Fig. 3: PSD-95 nanocluster organization is modified during NMDA- but not ATP-dependent LTD.

A Example of endogenous PSD-95 organization along a dendritic shaft observe with epifluorescence (top left) or obtained with dSTORM (top right), represented with SR-Tesseler software, Scale bars = 10 µm. Middle panels shows a PSD-95 clusters that have an enrichment factor above the average density factor (density color coded from magenta to yellow). Down panels shows PSD-95 nanoclusters within PSD-95 cluster in the middle panels, which corresponds to a PSD-95 structure with a higher density factor than the average PSD-95 cluster’s density.

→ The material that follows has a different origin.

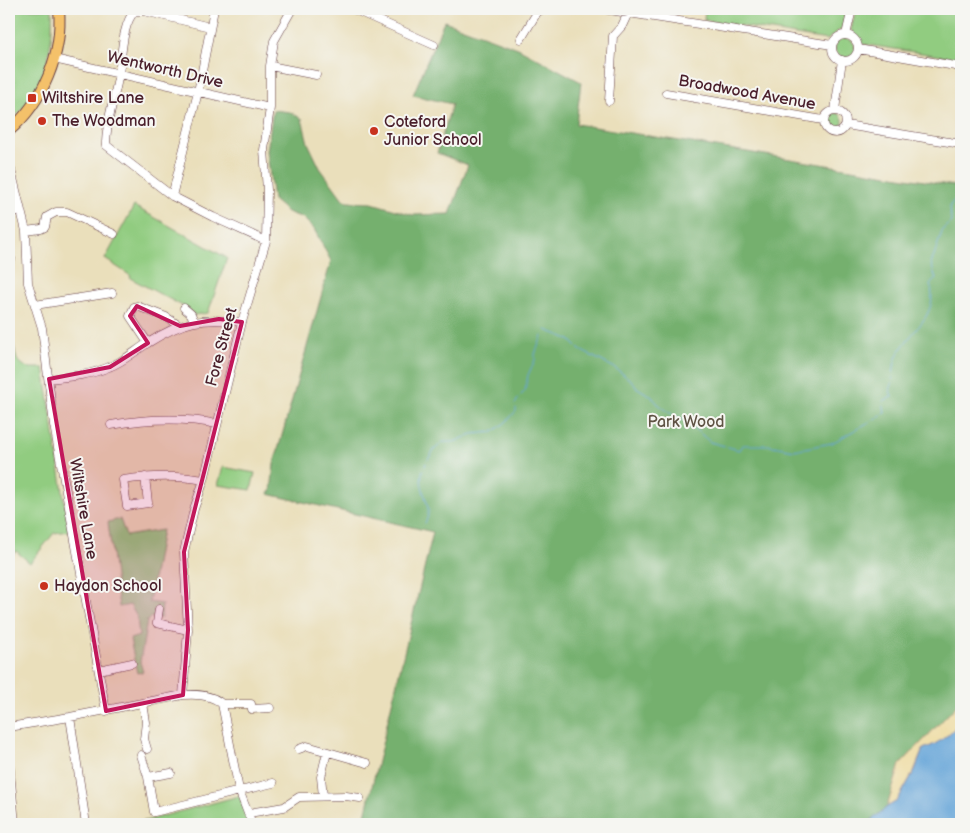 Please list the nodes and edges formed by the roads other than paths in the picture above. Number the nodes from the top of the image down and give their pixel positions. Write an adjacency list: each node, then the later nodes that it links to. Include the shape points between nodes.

Scale bars for middle and bottom images (PSD-95 clusters and nanoclusters) = 500 nm (B and C) Average number of PSD-95 molecules per cluster (B) and per nanoclusters (C) in basal state, 10 and 30 min after NMDA treatment (mean ± SEM, n = 17, 19 and 18 respectively, one-way ANOVA p = 0.0059 and Dunnett’s post-test found significant between t0 and t30 conditions, p = 0.0033 but not between t0 and t10 conditions, p = 0.0517 for clusters; one-way ANOVA p = 0.0189 and Dunnett’s post-test found significant between t0 and t10 and between t0 and t30 conditions, p = 0.0348 and p = 0.0194 respectively, for nanoclusters). D and E Average number of PSD-95 molecules per cluster (B) and per nanoclusters (C) in basal state, 10 and 30 min after ATP treatment (mean ± SEM, n = 18, 19 and 16 respectively, one-way ANOVA p = 0.7616 and p = 0.5269 for clusters and nanoclusters respectively).